Bob Dinneen: Look, there’ll be some ethanol being blended no matter what because of its octane value. But I’ve been in this industry for now close to 30 years, Monica. I have seen the refining industry walk away from favorable economics. Days when ethanol as an octane source was far cheaper than their toxic aromatics that would replace ethanol. And I’m afraid that in the absence of an RFS, you would see that again. You’d see aromatic levels rising, the toxicity of gasoline causing further public health consequences, because refiners ultimately are in the business of through putting their hydrocarbons, not our carbohydrates. And that’s why the RFS remains so important.

Look, I want to get to a time when there is a truly free marketplace in energy. And refiners don’t have the control over our distribution and our sale as they do today. But our customer is our competitor, and the RFS was really just trying to make sure that consumers had access to this fuel and making sure that refiners weren’t shutting us out.

Monica Trauzzi: So you need the RFS post-2022?

Bob Dinneen: Again, until there is a truly free marketplace. You know, ethanol is not subsidized today. The only liquid transportation fuel that receives a subsidy from the taxpayer is, oh, oil. You know, we’re paying refiners to drill deeper in the Gulf of Mexico and to frack in North Dakota and Texas. We aren’t subsidized. I want to see the renewable fuels industry continue to evolve. I want to see new technologies. I want to see new feedstocks. I want to see us get beyond the 10 percent blend wall. All of that happens if the EPA grows a backbone and implements this program in the way that it was intended to be implemented so that refiners have to invest in the infrastructure to allow E85, to enable E15 to be sold. It’s not that hard.
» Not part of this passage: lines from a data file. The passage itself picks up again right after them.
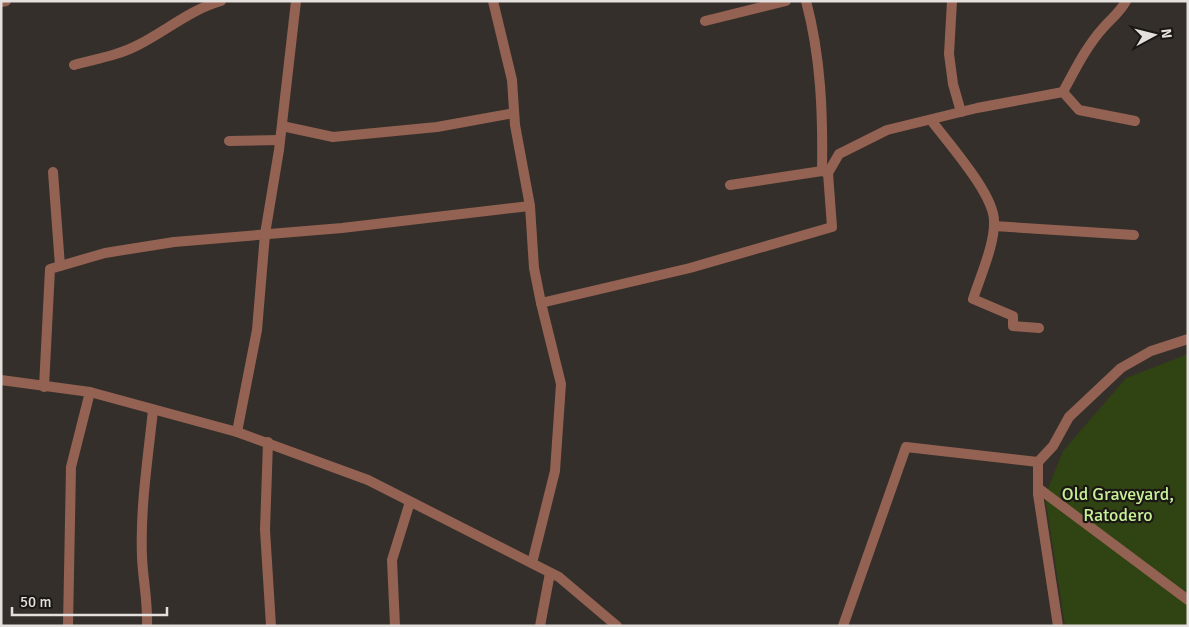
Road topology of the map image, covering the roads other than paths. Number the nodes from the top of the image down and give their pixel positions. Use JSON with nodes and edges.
{"nodes":[{"id":1,"x":6,"y":1,"type":"edge"},
{"id":2,"x":221,"y":1,"type":"edge"},
{"id":3,"x":296,"y":1,"type":"edge"},
{"id":4,"x":493,"y":1,"type":"edge"},
{"id":5,"x":786,"y":1,"type":"edge"},
{"id":6,"x":806,"y":1,"type":"edge"},
{"id":7,"x":952,"y":1,"type":"edge"},
{"id":8,"x":1126,"y":1,"type":"edge"},
{"id":9,"x":1,"y":2,"type":"edge"},
{"id":10,"x":705,"y":20,"type":"dead end"},
{"id":11,"x":74,"y":65,"type":"dead end"},
{"id":12,"x":1063,"y":92,"type":"junction"},
{"id":13,"x":961,"y":112,"type":"junction"},
{"id":14,"x":514,"y":113,"type":"junction"},
{"id":15,"x":932,"y":120,"type":"junction"},
{"id":16,"x":1134,"y":121,"type":"dead end"},
{"id":17,"x":282,"y":126,"type":"junction"},
{"id":18,"x":280,"y":140,"type":"junction"},
{"id":19,"x":229,"y":141,"type":"dead end"},
{"id":20,"x":52,"y":172,"type":"dead end"},
{"id":21,"x":825,"y":172,"type":"junction"},
{"id":22,"x":730,"y":185,"type":"dead end"},
{"id":23,"x":530,"y":206,"type":"junction"},
{"id":24,"x":994,"y":226,"type":"junction"},
{"id":25,"x":265,"y":234,"type":"junction"},
{"id":26,"x":1134,"y":235,"type":"dead end"},
{"id":27,"x":60,"y":266,"type":"junction"},
{"id":28,"x":540,"y":303,"type":"junction"},
{"id":29,"x":1039,"y":328,"type":"dead end"},
{"id":30,"x":1188,"y":339,"type":"edge"},
{"id":31,"x":1,"y":380,"type":"edge"},
{"id":32,"x":44,"y":387,"type":"junction"},
{"id":33,"x":90,"y":392,"type":"junction"},
{"id":34,"x":153,"y":410,"type":"junction"},
{"id":35,"x":237,"y":432,"type":"junction"},
{"id":36,"x":268,"y":442,"type":"junction"},
{"id":37,"x":1038,"y":462,"type":"junction"},
{"id":38,"x":1038,"y":488,"type":"junction"},
{"id":39,"x":410,"y":502,"type":"junction"},
{"id":40,"x":532,"y":563,"type":"junction"},
{"id":41,"x":550,"y":572,"type":"junction"},
{"id":42,"x":1188,"y":600,"type":"edge"},
{"id":43,"x":68,"y":626,"type":"edge"},
{"id":44,"x":147,"y":626,"type":"edge"},
{"id":45,"x":271,"y":626,"type":"edge"},
{"id":46,"x":395,"y":626,"type":"edge"},
{"id":47,"x":540,"y":626,"type":"edge"},
{"id":48,"x":616,"y":626,"type":"edge"},
{"id":49,"x":843,"y":626,"type":"edge"},
{"id":50,"x":1058,"y":626,"type":"edge"}],
"edges":[{"from":1,"to":9,"type":"street"},
{"from":2,"to":11,"type":"street"},
{"from":3,"to":17,"type":"street"},
{"from":4,"to":14,"type":"street"},
{"from":5,"to":10,"type":"street"},
{"from":6,"to":21,"type":"street"},
{"from":7,"to":13,"type":"street"},
{"from":8,"to":12,"type":"street"},
{"from":12,"to":13,"type":"street"},
{"from":12,"to":16,"type":"street"},
{"from":13,"to":15,"type":"street"},
{"from":14,"to":17,"type":"street"},
{"from":14,"to":23,"type":"street"},
{"from":15,"to":21,"type":"street"},
{"from":15,"to":24,"type":"street"},
{"from":17,"to":18,"type":"street"},
{"from":18,"to":19,"type":"street"},
{"from":18,"to":25,"type":"street"},
{"from":20,"to":27,"type":"street"},
{"from":21,"to":22,"type":"street"},
{"from":21,"to":28,"type":"street"},
{"from":23,"to":25,"type":"street"},
{"from":23,"to":28,"type":"street"},
{"from":24,"to":26,"type":"street"},
{"from":24,"to":29,"type":"street"},
{"from":25,"to":27,"type":"street"},
{"from":25,"to":35,"type":"street"},
{"from":27,"to":32,"type":"street"},
{"from":28,"to":40,"type":"street"},
{"from":30,"to":37,"type":"street"},
{"from":31,"to":32,"type":"street"},
{"from":32,"to":33,"type":"street"},
{"from":33,"to":34,"type":"street"},
{"from":33,"to":43,"type":"street"},
{"from":34,"to":35,"type":"street"},
{"from":34,"to":44,"type":"street"},
{"from":35,"to":36,"type":"street"},
{"from":36,"to":39,"type":"street"},
{"from":36,"to":45,"type":"street"},
{"from":37,"to":38,"type":"street"},
{"from":37,"to":49,"type":"street"},
{"from":38,"to":42,"type":"street"},
{"from":38,"to":50,"type":"street"},
{"from":39,"to":40,"type":"street"},
{"from":39,"to":46,"type":"street"},
{"from":40,"to":41,"type":"street"},
{"from":41,"to":47,"type":"street"},
{"from":41,"to":48,"type":"street"}]}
Monica Trauzzi: And of course there’s litigation pending now on the RFS challenging the 2014-to-2016 requirements. Many predictions point to a decision in 2017. How does that impact certainty about the program and certainty within your industry?
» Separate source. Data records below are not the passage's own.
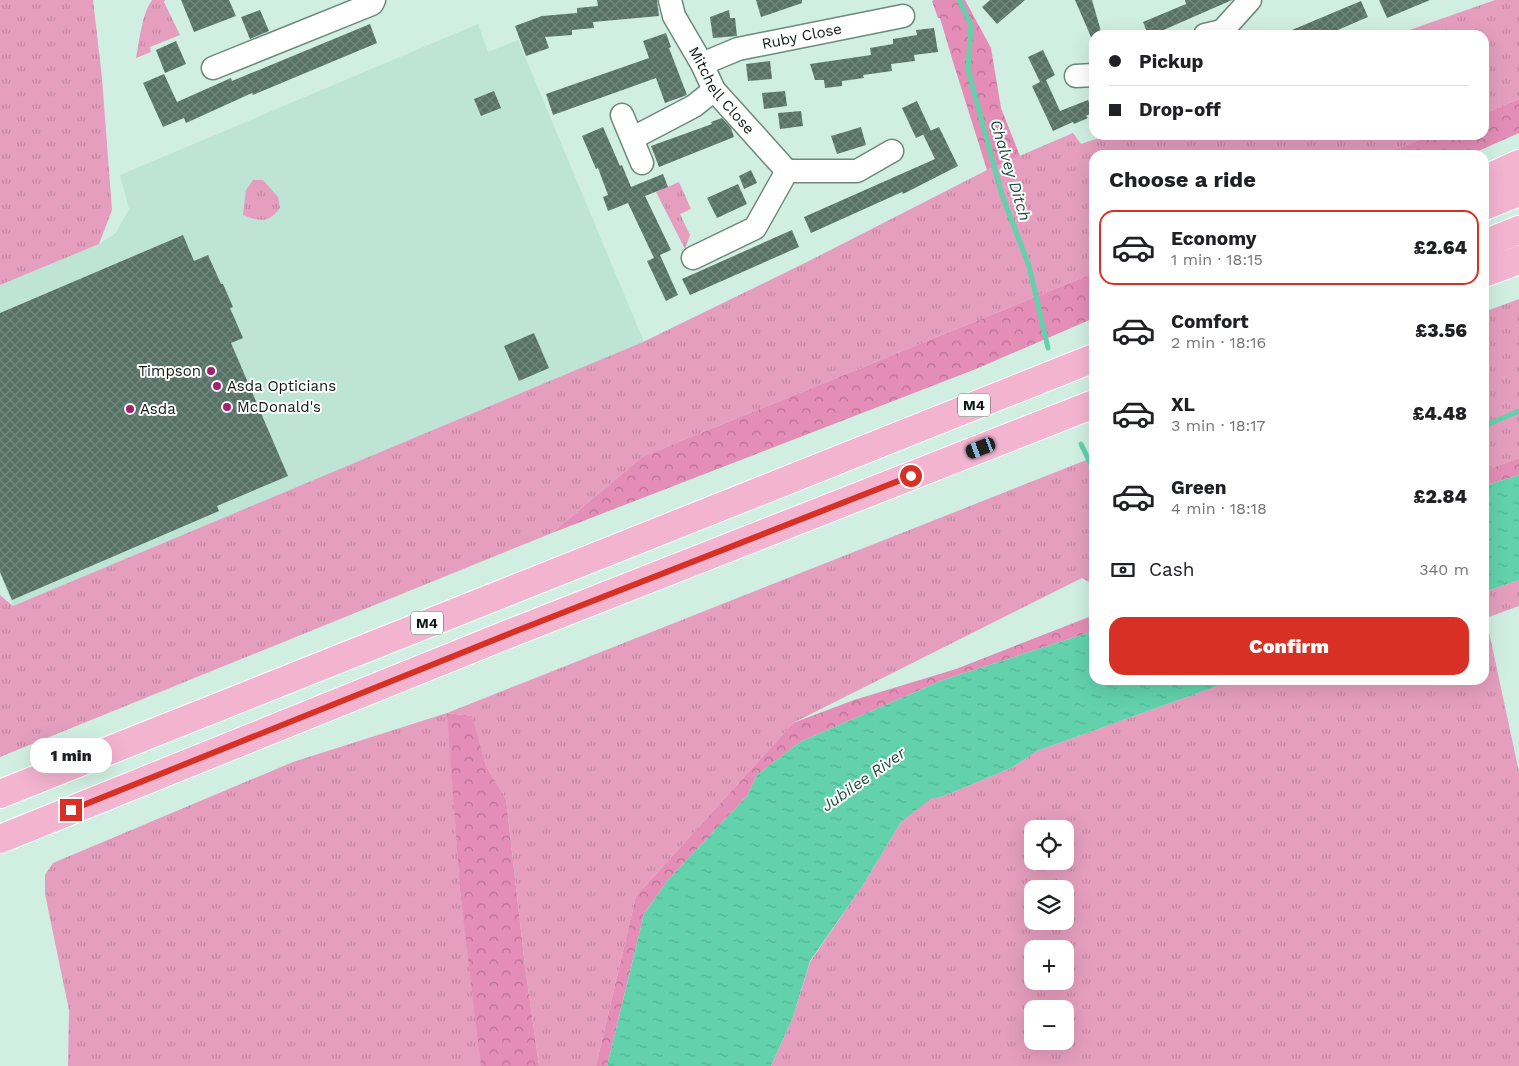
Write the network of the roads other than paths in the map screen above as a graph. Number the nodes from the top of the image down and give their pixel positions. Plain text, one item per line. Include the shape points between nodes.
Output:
1 (374, 0) edge
2 (670, 0) edge
3 (1250, 0) edge
4 (903, 16) dead end
5 (1223, 30) edge
6 (702, 64) junction
7 (213, 68) dead end
8 (714, 90) junction
9 (622, 115) dead end
10 (632, 138) junction
11 (892, 151) dead end
12 (642, 163) dead end
13 (1519, 164) edge
14 (787, 171) junction
15 (1489, 178) edge
16 (1519, 192) edge
17 (1489, 204) edge
18 (1519, 230) edge
19 (1489, 242) edge
20 (693, 258) dead end
21 (1519, 260) edge
22 (1489, 271) edge
23 (1089, 360) edge
24 (1089, 406) edge
25 (0, 794) edge
26 (0, 839) edge

1 - 7 street via 372,4
2 - 6 street, Mitchell Close via 674,16
3 - 5 street
4 - 6 street, Ruby Close via 738,49
6 - 8 street, Mitchell Close
8 - 10 street via 694,106
8 - 14 street, Mitchell Close
9 - 10 street
10 - 12 street
11 - 14 street via 857,171
13 - 15 highway
14 - 20 street via 755,228
16 - 17 highway
18 - 19 highway
21 - 22 highway
23 - 25 highway, M4
24 - 26 highway via 511,633

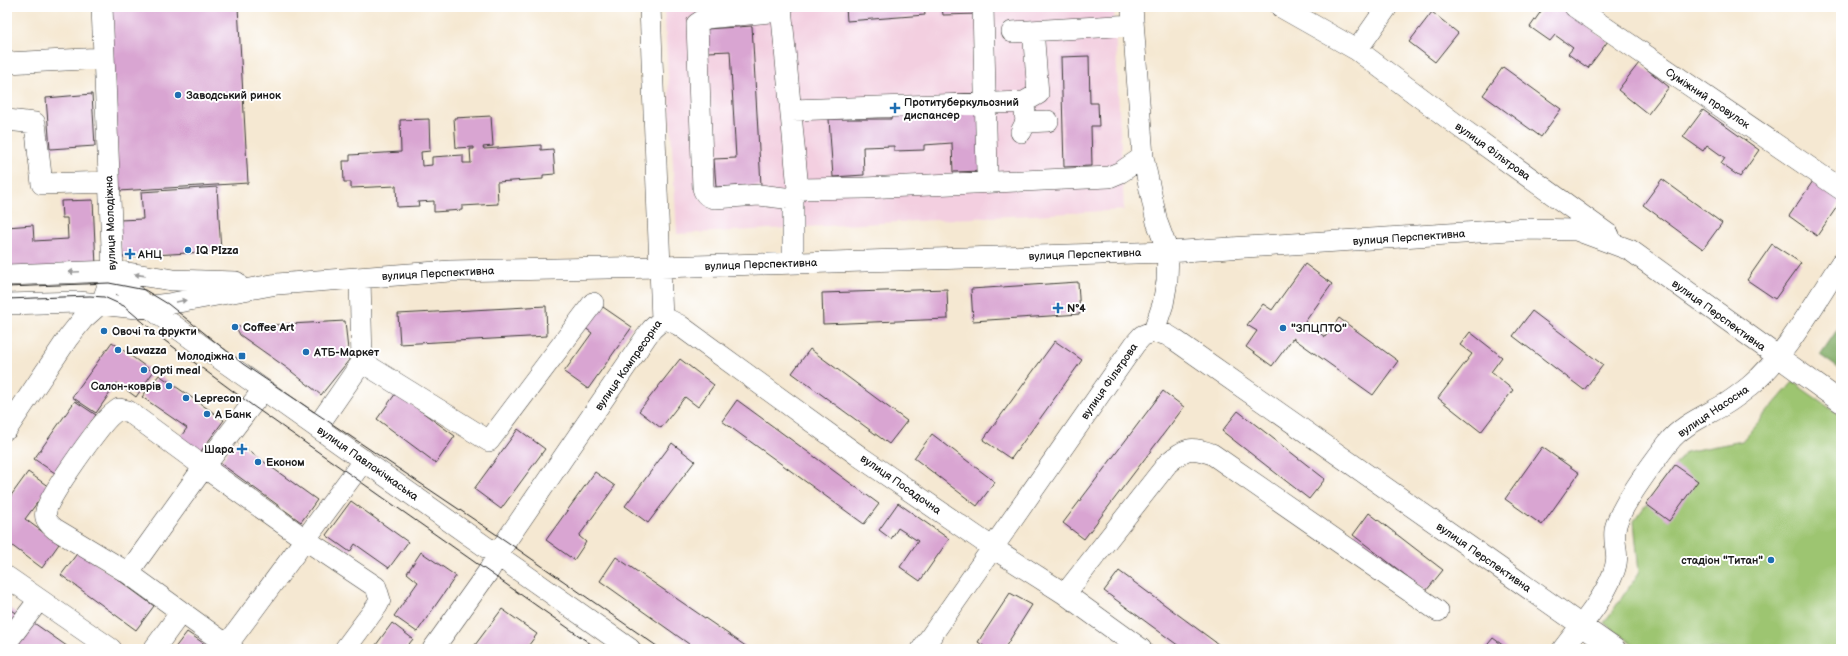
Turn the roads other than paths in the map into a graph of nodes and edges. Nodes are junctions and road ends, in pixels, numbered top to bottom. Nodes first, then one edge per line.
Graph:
1 (102, 7) edge
2 (650, 7) edge
3 (984, 7) edge
4 (1281, 7) edge
5 (1387, 7) edge
6 (1576, 7) edge
7 (782, 9) edge
8 (1133, 16) edge
9 (1012, 32) dead end
10 (1034, 42) dead end
11 (1357, 50) junction
12 (104, 58) junction
13 (7, 62) edge
14 (985, 103) junction
15 (792, 110) junction
16 (1024, 118) junction
17 (7, 120) edge
18 (1048, 121) dead end
19 (1143, 157) junction
20 (987, 171) dead end
21 (109, 182) junction
22 (1841, 189) edge
23 (796, 194) junction
24 (1630, 250) junction
25 (1168, 252) junction
26 (793, 263) junction
27 (1841, 263) edge
28 (661, 267) junction
29 (113, 271) junction
30 (7, 274) edge
31 (360, 278) junction
32 (277, 284) junction
33 (101, 303) junction
34 (593, 303) dead end
35 (7, 304) edge
36 (150, 307) junction
37 (662, 320) junction
38 (1154, 332) junction
39 (1777, 358) junction
40 (362, 362) junction
41 (263, 390) junction
42 (1841, 402) edge
43 (317, 427) junction
44 (7, 429) edge
45 (364, 460) junction
46 (204, 467) junction
47 (306, 540) junction
48 (993, 548) junction
49 (498, 555) junction
50 (128, 573) junction
51 (7, 577) edge
52 (1065, 594) junction
53 (39, 600) junction
54 (1438, 611) dead end
55 (181, 612) junction
56 (1581, 624) junction
57 (7, 642) edge
58 (230, 647) edge
59 (111, 649) edge
60 (154, 649) edge
61 (345, 649) edge
62 (433, 649) edge
63 (630, 649) edge
64 (922, 649) edge
65 (1141, 649) edge
66 (1563, 649) edge
67 (1615, 649) edge

1 - 12 street, вулиця Молодіжна
2 - 28 street, вулиця Компресорна
3 - 14 street
4 - 11 street, вулиця Фільтрова
5 - 11 street
6 - 22 street, Суміжний провулок
7 - 15 street
7 - 23 street
8 - 9 street
8 - 19 street
10 - 16 street
11 - 24 street, вулиця Фільтрова
12 - 13 street
12 - 21 street, вулиця Молодіжна
14 - 15 street
14 - 16 street
14 - 20 street
15 - 23 street
16 - 18 street
17 - 21 street
19 - 23 street
19 - 25 street
21 - 29 street, вулиця Молодіжна
23 - 26 street
24 - 25 street, вулиця Перспективна
24 - 39 street, вулиця Перспективна
25 - 26 street, вулиця Перспективна
25 - 38 street
26 - 28 street, вулиця Перспективна
27 - 39 street, вулиця Насосна
28 - 31 street, вулиця Перспективна
28 - 37 street, вулиця Компресорна
29 -> 30 street, вулиця Перспективна
32 -> 29 street, вулиця Перспективна
29 - 33 street, вулиця Молодіжна
29 - 36 street, вулиця Павлокічкаська
31 - 32 street, вулиця Перспективна
31 - 40 street
36 -> 32 street, вулиця Перспективна
33 - 35 street, вулиця Перспективна
33 - 36 street, вулиця Перспективна
33 - 44 street, вулиця Молодіжна
34 - 40 street
36 - 41 street, вулиця Павлокічкаська
37 - 48 street, вулиця Посадочна
37 - 49 street, вулиця Компресорна
38 - 48 street, вулиця Фільтрова
38 - 56 street, вулиця Перспективна
39 - 42 street, вулиця Перспективна
39 - 56 street, вулиця Насосна
40 - 43 street
41 - 43 street, вулиця Павлокічкаська
41 - 46 street
43 - 45 street, вулиця Павлокічкаська
45 - 47 street
45 - 49 street, вулиця Павлокічкаська
46 - 47 street
46 - 50 street
46 - 50 street
47 - 58 street
47 - 61 street
48 - 52 street, вулиця Посадочна
48 - 64 street, вулиця Фільтрова
49 - 62 street, вулиця Компресорна
49 - 63 street, вулиця Павлокічкаська
50 - 55 street
51 - 53 street
52 - 54 street
52 - 65 street, вулиця Посадочна
53 - 57 street
53 - 59 street
55 - 58 street
55 - 60 street
56 - 66 street, вулиця Насосна
56 - 67 street, вулиця Перспективна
Bob Dinneen: Well, clearly the failure to have a decision this year — and I’m not going to quibble with your timeline, I think that that’s probably right, it’s unfortunately not likely we’ll get a decision in time to inform EPA’s RVO process for the 2017 program, and I think that that’s a shame. So we’re going to continue as we are today hobbling along. I view it as a lost opportunity. And the ones that are paying the biggest price are the DuPonts and the DSMs and those that would want to commercialize advanced biofuel technologies. They’re the ones that have been sent the signal, “No, we don’t need you, there’s not going to be a market for you,” and that is just wrong.

Monica Trauzzi: How do you think a new Republican, potentially Republican administration, could change the course on the RFS?
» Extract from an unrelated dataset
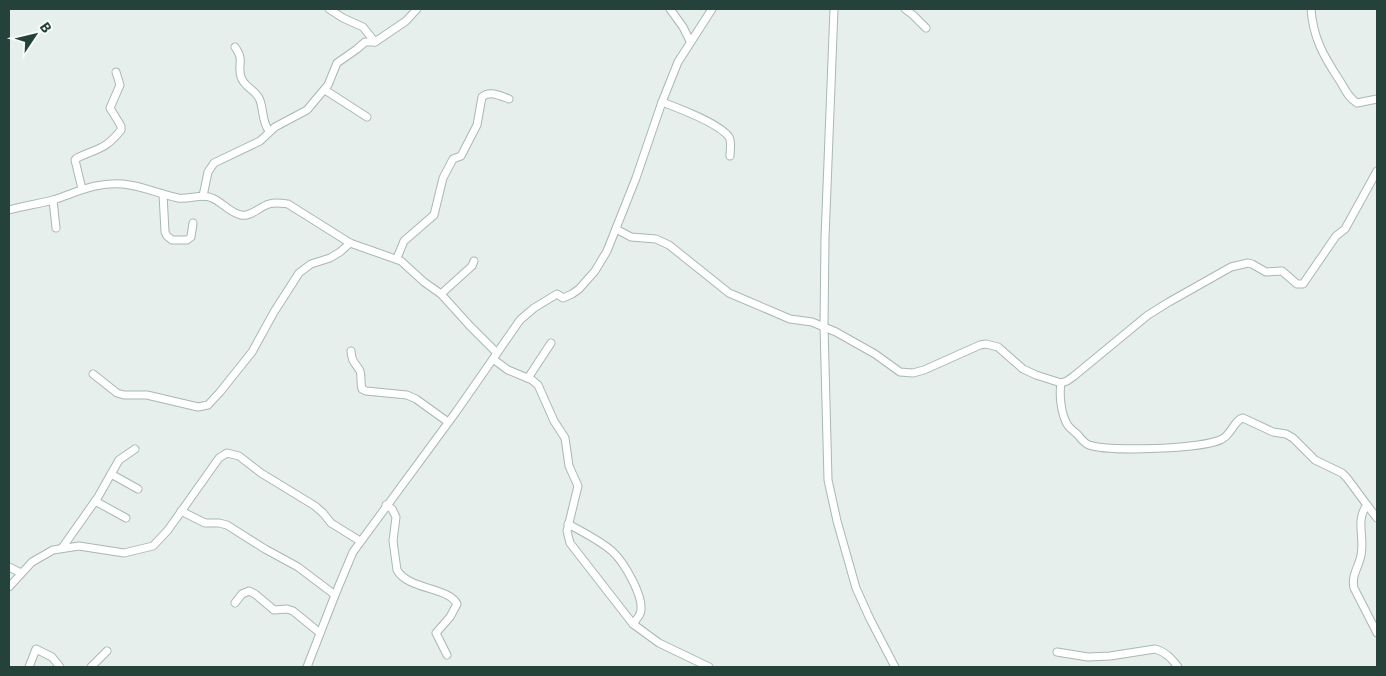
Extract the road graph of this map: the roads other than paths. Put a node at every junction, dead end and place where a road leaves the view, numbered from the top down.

Bob Dinneen: You know, tell me who the Republican president in that case is going to be, and I’d probably have a better handle on it. But, look, I don’t know. There is broad bipartisan support for this program. Despite all of the money that API has thrown at trying to undermine support for the RFS, we do monthly polling and every month more than 70 percent of Americans across all parties and all demographics continue to support the RFS and ethanol generally because they know that renewable fuels like ethanol are the surest pathway toward energy diversity, addressing global climate change, helping farmers have a value-added market in rural America. There are all kinds of reasons that bipartisan support for this will continue to exist. And whoever is president, the RFS is law, past 2022, and it will take congressional action to move. So, you know …

Monica Trauzzi: And there’s also bipartisan opposition.

Bob Dinneen: Oh, for sure. Largely in an oil patch. It’s awfully loud today but when this debate really gets going and there’s a rational debate about some of these issues and committees want to have all the parties at the hearings, not just the oil company apologists, then you’ll have a fairer hearing and a better understanding of all these complex issues.

Monica Trauzzi: All right, Bob. Lots of moving parts. Thanks for coming on the show.

Bob Dinneen: Monica, thank you. Always good to talk to you.

Monica Trauzzi: And thanks for watching. We’ll see you back here tomorrow.